» Requirement
Nothing should appear in the answer except the lines from the one containing "Turn all roads" through the end of the records below, written out exactly.

» Data for this exercise
━━━

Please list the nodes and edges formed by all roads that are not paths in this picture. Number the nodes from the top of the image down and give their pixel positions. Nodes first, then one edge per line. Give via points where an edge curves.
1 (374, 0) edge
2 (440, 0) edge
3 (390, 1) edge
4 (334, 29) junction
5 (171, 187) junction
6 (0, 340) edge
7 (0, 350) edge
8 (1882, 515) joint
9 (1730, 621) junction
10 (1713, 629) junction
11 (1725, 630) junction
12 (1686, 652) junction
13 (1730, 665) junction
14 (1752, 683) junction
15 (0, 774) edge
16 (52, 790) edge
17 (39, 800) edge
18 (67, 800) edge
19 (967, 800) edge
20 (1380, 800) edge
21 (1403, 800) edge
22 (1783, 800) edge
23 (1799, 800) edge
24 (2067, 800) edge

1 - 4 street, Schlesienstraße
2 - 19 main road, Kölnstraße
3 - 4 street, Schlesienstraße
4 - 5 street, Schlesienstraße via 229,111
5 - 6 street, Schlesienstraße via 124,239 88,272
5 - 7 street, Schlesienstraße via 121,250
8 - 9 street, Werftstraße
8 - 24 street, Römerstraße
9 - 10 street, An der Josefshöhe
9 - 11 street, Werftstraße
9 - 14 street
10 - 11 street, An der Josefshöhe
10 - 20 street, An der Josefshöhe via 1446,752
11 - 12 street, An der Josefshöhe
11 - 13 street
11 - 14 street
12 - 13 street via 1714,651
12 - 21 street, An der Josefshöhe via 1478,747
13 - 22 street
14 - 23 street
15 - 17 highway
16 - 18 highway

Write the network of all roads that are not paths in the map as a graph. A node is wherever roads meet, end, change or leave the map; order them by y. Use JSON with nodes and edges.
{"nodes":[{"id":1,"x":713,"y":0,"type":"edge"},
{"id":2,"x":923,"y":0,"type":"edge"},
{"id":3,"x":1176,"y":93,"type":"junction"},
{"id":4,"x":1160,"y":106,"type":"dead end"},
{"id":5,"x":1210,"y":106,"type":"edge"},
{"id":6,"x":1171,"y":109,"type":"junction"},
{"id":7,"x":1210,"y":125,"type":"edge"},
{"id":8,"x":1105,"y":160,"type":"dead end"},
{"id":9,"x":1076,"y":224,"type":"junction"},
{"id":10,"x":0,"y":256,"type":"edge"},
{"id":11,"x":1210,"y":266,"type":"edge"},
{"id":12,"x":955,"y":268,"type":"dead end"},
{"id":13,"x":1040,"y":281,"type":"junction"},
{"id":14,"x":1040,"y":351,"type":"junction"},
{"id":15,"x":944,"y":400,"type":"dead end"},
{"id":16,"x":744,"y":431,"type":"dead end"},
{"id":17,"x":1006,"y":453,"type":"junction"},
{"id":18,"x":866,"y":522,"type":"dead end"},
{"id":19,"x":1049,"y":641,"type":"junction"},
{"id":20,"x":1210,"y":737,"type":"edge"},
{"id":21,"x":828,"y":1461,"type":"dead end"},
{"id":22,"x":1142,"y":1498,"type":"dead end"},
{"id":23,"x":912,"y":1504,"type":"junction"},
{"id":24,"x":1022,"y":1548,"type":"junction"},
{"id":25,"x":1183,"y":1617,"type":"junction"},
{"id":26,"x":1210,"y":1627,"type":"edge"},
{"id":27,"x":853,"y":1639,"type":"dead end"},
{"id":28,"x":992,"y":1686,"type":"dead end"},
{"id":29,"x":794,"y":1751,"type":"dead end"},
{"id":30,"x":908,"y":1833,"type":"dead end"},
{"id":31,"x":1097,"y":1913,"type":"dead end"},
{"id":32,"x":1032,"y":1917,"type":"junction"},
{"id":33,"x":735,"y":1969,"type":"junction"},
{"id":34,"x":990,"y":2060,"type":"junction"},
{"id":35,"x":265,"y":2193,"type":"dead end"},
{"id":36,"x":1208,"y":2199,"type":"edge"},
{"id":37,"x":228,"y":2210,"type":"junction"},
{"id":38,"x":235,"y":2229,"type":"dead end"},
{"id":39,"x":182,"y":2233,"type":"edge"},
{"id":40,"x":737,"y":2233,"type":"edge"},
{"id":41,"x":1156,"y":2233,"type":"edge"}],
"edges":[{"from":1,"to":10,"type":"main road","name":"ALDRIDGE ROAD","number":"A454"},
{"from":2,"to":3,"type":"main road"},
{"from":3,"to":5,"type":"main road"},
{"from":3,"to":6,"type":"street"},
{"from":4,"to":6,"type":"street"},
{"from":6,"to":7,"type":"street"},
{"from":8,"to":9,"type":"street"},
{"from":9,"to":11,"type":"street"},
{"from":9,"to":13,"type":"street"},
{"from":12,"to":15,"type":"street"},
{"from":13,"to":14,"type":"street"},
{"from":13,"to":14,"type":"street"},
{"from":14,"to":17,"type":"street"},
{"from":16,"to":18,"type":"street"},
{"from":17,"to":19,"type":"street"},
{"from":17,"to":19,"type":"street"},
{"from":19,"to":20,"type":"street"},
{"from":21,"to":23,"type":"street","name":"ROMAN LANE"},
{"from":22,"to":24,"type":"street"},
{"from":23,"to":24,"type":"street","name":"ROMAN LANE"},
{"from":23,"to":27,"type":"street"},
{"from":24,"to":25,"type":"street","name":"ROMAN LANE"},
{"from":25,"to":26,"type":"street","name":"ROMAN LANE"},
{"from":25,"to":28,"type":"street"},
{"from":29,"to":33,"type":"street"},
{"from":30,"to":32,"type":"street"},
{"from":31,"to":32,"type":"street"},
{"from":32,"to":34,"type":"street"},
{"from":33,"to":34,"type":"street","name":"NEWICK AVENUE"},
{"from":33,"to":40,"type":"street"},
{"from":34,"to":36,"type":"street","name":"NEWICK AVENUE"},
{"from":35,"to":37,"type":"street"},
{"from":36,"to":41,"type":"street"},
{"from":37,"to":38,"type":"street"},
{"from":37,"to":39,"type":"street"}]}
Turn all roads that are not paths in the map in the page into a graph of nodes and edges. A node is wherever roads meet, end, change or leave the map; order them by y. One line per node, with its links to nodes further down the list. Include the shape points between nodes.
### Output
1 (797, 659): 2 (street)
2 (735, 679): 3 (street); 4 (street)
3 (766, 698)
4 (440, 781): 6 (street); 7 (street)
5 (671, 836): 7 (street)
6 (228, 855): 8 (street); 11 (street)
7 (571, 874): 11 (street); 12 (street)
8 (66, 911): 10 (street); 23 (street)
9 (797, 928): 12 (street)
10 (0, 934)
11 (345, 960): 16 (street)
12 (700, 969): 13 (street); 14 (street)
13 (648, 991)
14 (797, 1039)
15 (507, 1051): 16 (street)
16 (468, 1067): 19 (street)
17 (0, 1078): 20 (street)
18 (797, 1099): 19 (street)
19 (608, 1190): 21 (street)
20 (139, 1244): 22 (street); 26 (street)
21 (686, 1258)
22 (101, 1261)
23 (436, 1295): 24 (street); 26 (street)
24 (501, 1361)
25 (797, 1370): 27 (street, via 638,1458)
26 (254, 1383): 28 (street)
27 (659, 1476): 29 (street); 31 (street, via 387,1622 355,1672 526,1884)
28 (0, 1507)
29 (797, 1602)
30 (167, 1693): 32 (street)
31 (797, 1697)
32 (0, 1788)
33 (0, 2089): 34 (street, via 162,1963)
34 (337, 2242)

━━━

» Response for this exercise
Turn all roads that are not paths in the map in the page into a graph of nodes and edges. A node is wherever roads meet, end, change or leave the map; order them by y. One line per node, with its links to nodes further down the list. Include the shape points between nodes.
### Output
1 (797, 659): 2 (street)
2 (735, 679): 3 (street); 4 (street)
3 (766, 698)
4 (440, 781): 6 (street); 7 (street)
5 (671, 836): 7 (street)
6 (228, 855): 8 (street); 11 (street)
7 (571, 874): 11 (street); 12 (street)
8 (66, 911): 10 (street); 23 (street)
9 (797, 928): 12 (street)
10 (0, 934)
11 (345, 960): 16 (street)
12 (700, 969): 13 (street); 14 (street)
13 (648, 991)
14 (797, 1039)
15 (507, 1051): 16 (street)
16 (468, 1067): 19 (street)
17 (0, 1078): 20 (street)
18 (797, 1099): 19 (street)
19 (608, 1190): 21 (street)
20 (139, 1244): 22 (street); 26 (street)
21 (686, 1258)
22 (101, 1261)
23 (436, 1295): 24 (street); 26 (street)
24 (501, 1361)
25 (797, 1370): 27 (street, via 638,1458)
26 (254, 1383): 28 (street)
27 (659, 1476): 29 (street); 31 (street, via 387,1622 355,1672 526,1884)
28 (0, 1507)
29 (797, 1602)
30 (167, 1693): 32 (street)
31 (797, 1697)
32 (0, 1788)
33 (0, 2089): 34 (street, via 162,1963)
34 (337, 2242)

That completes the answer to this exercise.